■ Task item
With the records in front of you, set every one of them down exactly.

■ Data excerpts
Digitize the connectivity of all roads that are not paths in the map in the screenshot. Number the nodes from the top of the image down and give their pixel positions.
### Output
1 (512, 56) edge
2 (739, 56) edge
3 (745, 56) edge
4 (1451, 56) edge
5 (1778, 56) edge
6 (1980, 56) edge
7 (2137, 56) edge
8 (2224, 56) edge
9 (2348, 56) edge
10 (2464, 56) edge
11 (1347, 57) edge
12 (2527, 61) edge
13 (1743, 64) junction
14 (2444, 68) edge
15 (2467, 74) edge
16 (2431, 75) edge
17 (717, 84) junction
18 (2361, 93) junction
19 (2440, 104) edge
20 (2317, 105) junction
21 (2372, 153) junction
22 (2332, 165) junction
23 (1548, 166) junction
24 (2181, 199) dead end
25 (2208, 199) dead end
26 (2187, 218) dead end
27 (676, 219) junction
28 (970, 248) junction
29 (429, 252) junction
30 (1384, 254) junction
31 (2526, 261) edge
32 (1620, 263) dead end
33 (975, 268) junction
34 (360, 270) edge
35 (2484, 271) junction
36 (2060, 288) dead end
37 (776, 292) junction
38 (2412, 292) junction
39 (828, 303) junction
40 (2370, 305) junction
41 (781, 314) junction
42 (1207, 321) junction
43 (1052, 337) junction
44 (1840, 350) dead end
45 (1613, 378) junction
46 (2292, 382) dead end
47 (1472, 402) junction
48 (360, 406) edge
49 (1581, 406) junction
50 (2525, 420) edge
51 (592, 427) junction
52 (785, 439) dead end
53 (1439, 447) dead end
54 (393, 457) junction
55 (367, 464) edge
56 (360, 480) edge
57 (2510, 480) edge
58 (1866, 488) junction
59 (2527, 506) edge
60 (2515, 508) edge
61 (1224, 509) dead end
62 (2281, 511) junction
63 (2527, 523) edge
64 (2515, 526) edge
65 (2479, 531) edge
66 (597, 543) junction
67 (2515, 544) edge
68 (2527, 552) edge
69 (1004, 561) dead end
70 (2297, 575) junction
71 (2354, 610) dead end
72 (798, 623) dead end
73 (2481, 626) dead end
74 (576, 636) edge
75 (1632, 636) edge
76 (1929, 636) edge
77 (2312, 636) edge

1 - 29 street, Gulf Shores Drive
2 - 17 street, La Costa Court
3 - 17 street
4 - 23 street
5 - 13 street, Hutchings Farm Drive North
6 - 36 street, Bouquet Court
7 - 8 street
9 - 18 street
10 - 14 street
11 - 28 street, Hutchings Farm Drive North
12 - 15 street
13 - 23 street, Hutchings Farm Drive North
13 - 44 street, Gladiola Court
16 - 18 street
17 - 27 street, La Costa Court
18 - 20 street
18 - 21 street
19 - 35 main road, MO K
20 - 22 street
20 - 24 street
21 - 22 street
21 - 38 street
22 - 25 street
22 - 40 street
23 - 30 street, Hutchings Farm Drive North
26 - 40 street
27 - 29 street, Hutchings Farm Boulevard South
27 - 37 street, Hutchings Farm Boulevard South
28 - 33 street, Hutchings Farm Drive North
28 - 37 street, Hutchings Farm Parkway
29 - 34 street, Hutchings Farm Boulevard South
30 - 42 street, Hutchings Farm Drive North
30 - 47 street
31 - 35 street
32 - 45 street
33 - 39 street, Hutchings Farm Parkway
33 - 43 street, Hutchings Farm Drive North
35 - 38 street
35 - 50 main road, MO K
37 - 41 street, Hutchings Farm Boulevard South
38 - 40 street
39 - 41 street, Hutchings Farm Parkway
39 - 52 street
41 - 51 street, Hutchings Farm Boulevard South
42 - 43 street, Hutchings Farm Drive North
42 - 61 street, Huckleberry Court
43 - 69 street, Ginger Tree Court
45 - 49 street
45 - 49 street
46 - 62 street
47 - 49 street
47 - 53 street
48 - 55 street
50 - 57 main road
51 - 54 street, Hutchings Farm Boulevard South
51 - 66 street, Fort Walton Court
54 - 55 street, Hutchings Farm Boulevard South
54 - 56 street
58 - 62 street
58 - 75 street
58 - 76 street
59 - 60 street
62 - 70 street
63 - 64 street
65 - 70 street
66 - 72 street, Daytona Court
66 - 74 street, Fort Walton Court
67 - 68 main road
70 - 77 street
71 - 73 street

■ Your solution
Digitize the connectivity of all roads that are not paths in the map in the screenshot. Number the nodes from the top of the image down and give their pixel positions.
### Output
1 (512, 56) edge
2 (739, 56) edge
3 (745, 56) edge
4 (1451, 56) edge
5 (1778, 56) edge
6 (1980, 56) edge
7 (2137, 56) edge
8 (2224, 56) edge
9 (2348, 56) edge
10 (2464, 56) edge
11 (1347, 57) edge
12 (2527, 61) edge
13 (1743, 64) junction
14 (2444, 68) edge
15 (2467, 74) edge
16 (2431, 75) edge
17 (717, 84) junction
18 (2361, 93) junction
19 (2440, 104) edge
20 (2317, 105) junction
21 (2372, 153) junction
22 (2332, 165) junction
23 (1548, 166) junction
24 (2181, 199) dead end
25 (2208, 199) dead end
26 (2187, 218) dead end
27 (676, 219) junction
28 (970, 248) junction
29 (429, 252) junction
30 (1384, 254) junction
31 (2526, 261) edge
32 (1620, 263) dead end
33 (975, 268) junction
34 (360, 270) edge
35 (2484, 271) junction
36 (2060, 288) dead end
37 (776, 292) junction
38 (2412, 292) junction
39 (828, 303) junction
40 (2370, 305) junction
41 (781, 314) junction
42 (1207, 321) junction
43 (1052, 337) junction
44 (1840, 350) dead end
45 (1613, 378) junction
46 (2292, 382) dead end
47 (1472, 402) junction
48 (360, 406) edge
49 (1581, 406) junction
50 (2525, 420) edge
51 (592, 427) junction
52 (785, 439) dead end
53 (1439, 447) dead end
54 (393, 457) junction
55 (367, 464) edge
56 (360, 480) edge
57 (2510, 480) edge
58 (1866, 488) junction
59 (2527, 506) edge
60 (2515, 508) edge
61 (1224, 509) dead end
62 (2281, 511) junction
63 (2527, 523) edge
64 (2515, 526) edge
65 (2479, 531) edge
66 (597, 543) junction
67 (2515, 544) edge
68 (2527, 552) edge
69 (1004, 561) dead end
70 (2297, 575) junction
71 (2354, 610) dead end
72 (798, 623) dead end
73 (2481, 626) dead end
74 (576, 636) edge
75 (1632, 636) edge
76 (1929, 636) edge
77 (2312, 636) edge

1 - 29 street, Gulf Shores Drive
2 - 17 street, La Costa Court
3 - 17 street
4 - 23 street
5 - 13 street, Hutchings Farm Drive North
6 - 36 street, Bouquet Court
7 - 8 street
9 - 18 street
10 - 14 street
11 - 28 street, Hutchings Farm Drive North
12 - 15 street
13 - 23 street, Hutchings Farm Drive North
13 - 44 street, Gladiola Court
16 - 18 street
17 - 27 street, La Costa Court
18 - 20 street
18 - 21 street
19 - 35 main road, MO K
20 - 22 street
20 - 24 street
21 - 22 street
21 - 38 street
22 - 25 street
22 - 40 street
23 - 30 street, Hutchings Farm Drive North
26 - 40 street
27 - 29 street, Hutchings Farm Boulevard South
27 - 37 street, Hutchings Farm Boulevard South
28 - 33 street, Hutchings Farm Drive North
28 - 37 street, Hutchings Farm Parkway
29 - 34 street, Hutchings Farm Boulevard South
30 - 42 street, Hutchings Farm Drive North
30 - 47 street
31 - 35 street
32 - 45 street
33 - 39 street, Hutchings Farm Parkway
33 - 43 street, Hutchings Farm Drive North
35 - 38 street
35 - 50 main road, MO K
37 - 41 street, Hutchings Farm Boulevard South
38 - 40 street
39 - 41 street, Hutchings Farm Parkway
39 - 52 street
41 - 51 street, Hutchings Farm Boulevard South
42 - 43 street, Hutchings Farm Drive North
42 - 61 street, Huckleberry Court
43 - 69 street, Ginger Tree Court
45 - 49 street
45 - 49 street
46 - 62 street
47 - 49 street
47 - 53 street
48 - 55 street
50 - 57 main road
51 - 54 street, Hutchings Farm Boulevard South
51 - 66 street, Fort Walton Court
54 - 55 street, Hutchings Farm Boulevard South
54 - 56 street
58 - 62 street
58 - 75 street
58 - 76 street
59 - 60 street
62 - 70 street
63 - 64 street
65 - 70 street
66 - 72 street, Daytona Court
66 - 74 street, Fort Walton Court
67 - 68 main road
70 - 77 street
71 - 73 street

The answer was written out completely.